Tavis: Bobby Cannavale is an Emmy-winning and Tony-nominated actor who has enjoyed success in film, TV, and theater. Next week he's back in prime time in the new ABC series, "Cupid." The show premieres next Tuesday night at 10:00 p.m. Here now a sneak previous of "Cupid."

[Clip]

Tavis: What kind of Cupid are you? (Laughter) You're not happy, you don't want to do your job, you consider it punishment, you're a bartender, you ain't got no bow and arrow. What kind of bootleg Cupid is this?

Bobby Cannavale: Well he's, you know, the Earth-bound Cupid, which is not quite as effective as the original Cupid. And according to the story I've been sort of excommunicated from Mt. Olympus and set down without my powers, which isn't a lot of fun. I think the most fun about it is that I finally get to be in an adult body, and that he's in New York City. Thank god I didn't get sent to Albuquerque or something - he's in a great city. (Laughter)

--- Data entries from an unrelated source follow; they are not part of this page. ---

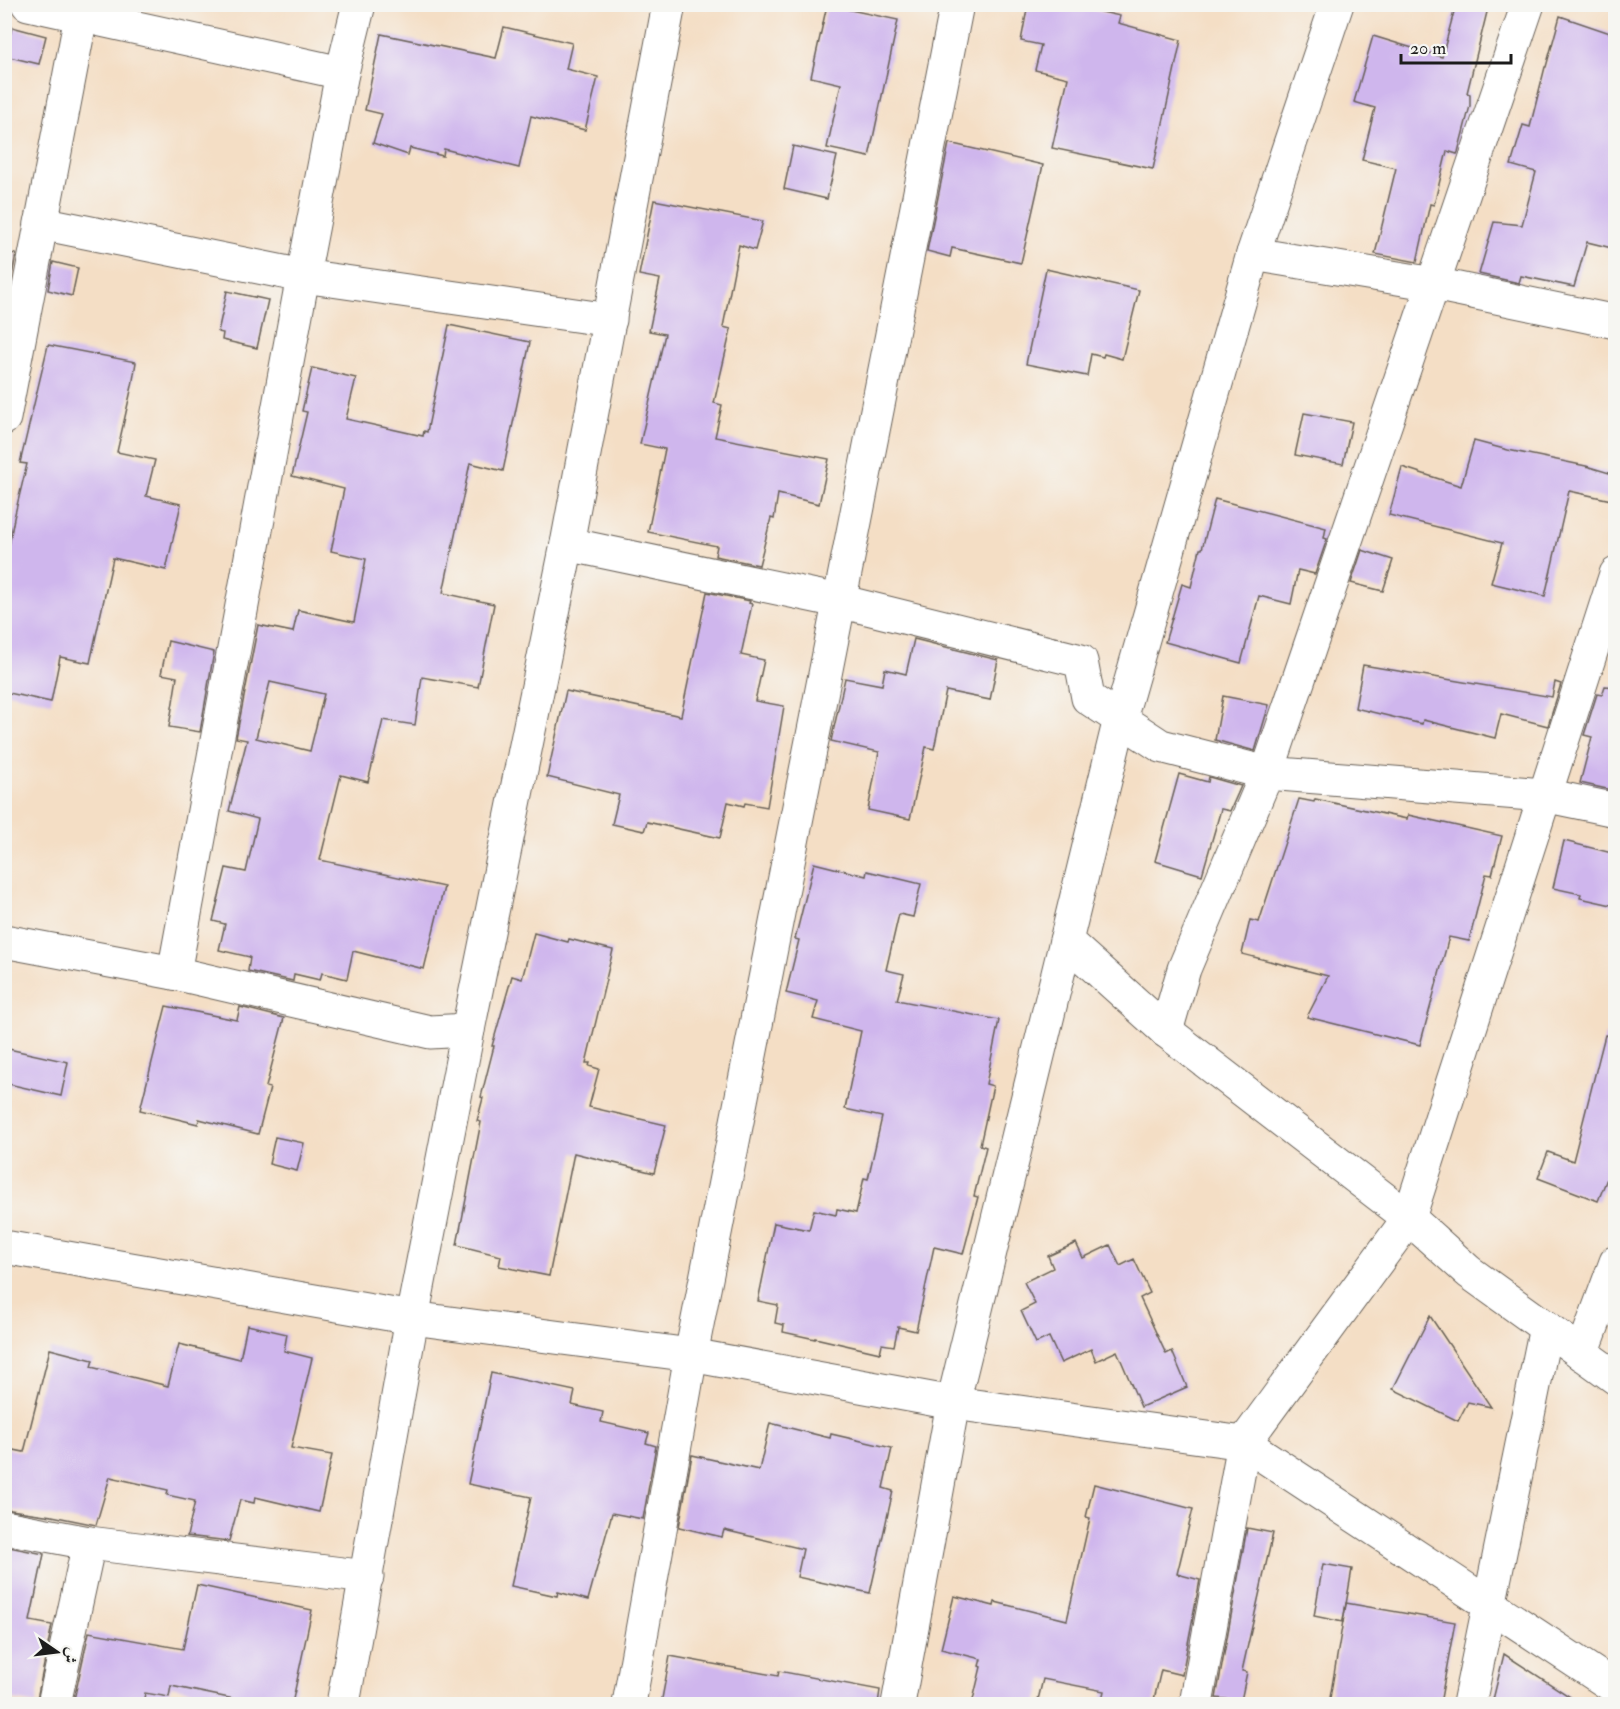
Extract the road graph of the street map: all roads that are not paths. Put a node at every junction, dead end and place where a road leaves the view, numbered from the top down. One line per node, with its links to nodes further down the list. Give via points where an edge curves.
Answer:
1 (28, 4): 7 (street)
2 (359, 4): 8 (street)
3 (669, 4): 13 (street)
4 (957, 4): 18 (street)
5 (1337, 4): 10 (street)
6 (1528, 4): 12 (street)
7 (81, 16): 8 (street); 9 (street)
8 (342, 73): 11 (street)
9 (41, 223): 11 (street); 15 (street)
10 (1253, 254): 12 (street); 19 (street)
11 (303, 276): 13 (street); 25 (street)
12 (1434, 284): 14 (street); 20 (street)
13 (610, 320): 16 (street)
14 (1616, 322)
15 (4, 418)
16 (567, 544): 18 (street); 26 (street)
17 (1616, 574): 21 (street)
18 (839, 601): 19 (street, via 1081,661 1088,698); 34 (street)
19 (1120, 719): 20 (street, via 1161,746); 24 (street)
20 (1267, 773): 21 (street); 27 (street, via 1184,969)
21 (1544, 795): 22 (street); 28 (street)
22 (1616, 810)
23 (4, 941): 25 (street)
24 (1066, 942): 27 (street); 36 (street)
25 (174, 973): 26 (street, via 430,1032)
26 (468, 1030): 31 (street)
27 (1166, 1030): 28 (street)
28 (1409, 1218): 32 (street, via 1469,1272); 37 (street)
29 (4, 1247): 31 (street)
30 (1616, 1262): 33 (street)
31 (412, 1318): 34 (street); 40 (street)
32 (1546, 1327): 33 (street); 41 (street)
33 (1582, 1354): 35 (street)
34 (691, 1355): 36 (street); 45 (street)
35 (1616, 1378)
36 (953, 1403): 37 (street); 46 (street)
37 (1244, 1443): 41 (street); 47 (street)
38 (4, 1527): 39 (street)
39 (89, 1543): 40 (street); 43 (street)
40 (367, 1577): 44 (street)
41 (1489, 1605): 42 (street); 48 (street)
42 (1616, 1688)
43 (54, 1704)
44 (343, 1704)
45 (629, 1704)
46 (898, 1704)
47 (1196, 1704)
48 (1468, 1704)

Tavis: You see a script like this and what makes you, Bobby, want to play it?

Cannavale: Well, the fact that it's really - the possibilities of where I can go with the character are endless. We don't say definitively whether he's a god or whether he's crazy, and so that becomes a question for the audience. And so for me, it lets me play something very specific in my head and allows me to have a big secret that I can just have fun with.

And either way we go with the show, at the end of the day, when it's all said and done, if Rob decides, if the writers decide that he was in fact crazy, well, it works for me either way, for what I'm playing.

But it really allows me to just play it to the hilt without really running into any corners like a lot of parts can tend to do when you're doing a long-term thing like a television show.

Tavis: I am always amazed, and maybe I shouldn't be - this may sound stupid to even say - but I am always amazed at the storylines that can be developed around this thing called L-O-V-E. It, like, never ends. The storylines never end.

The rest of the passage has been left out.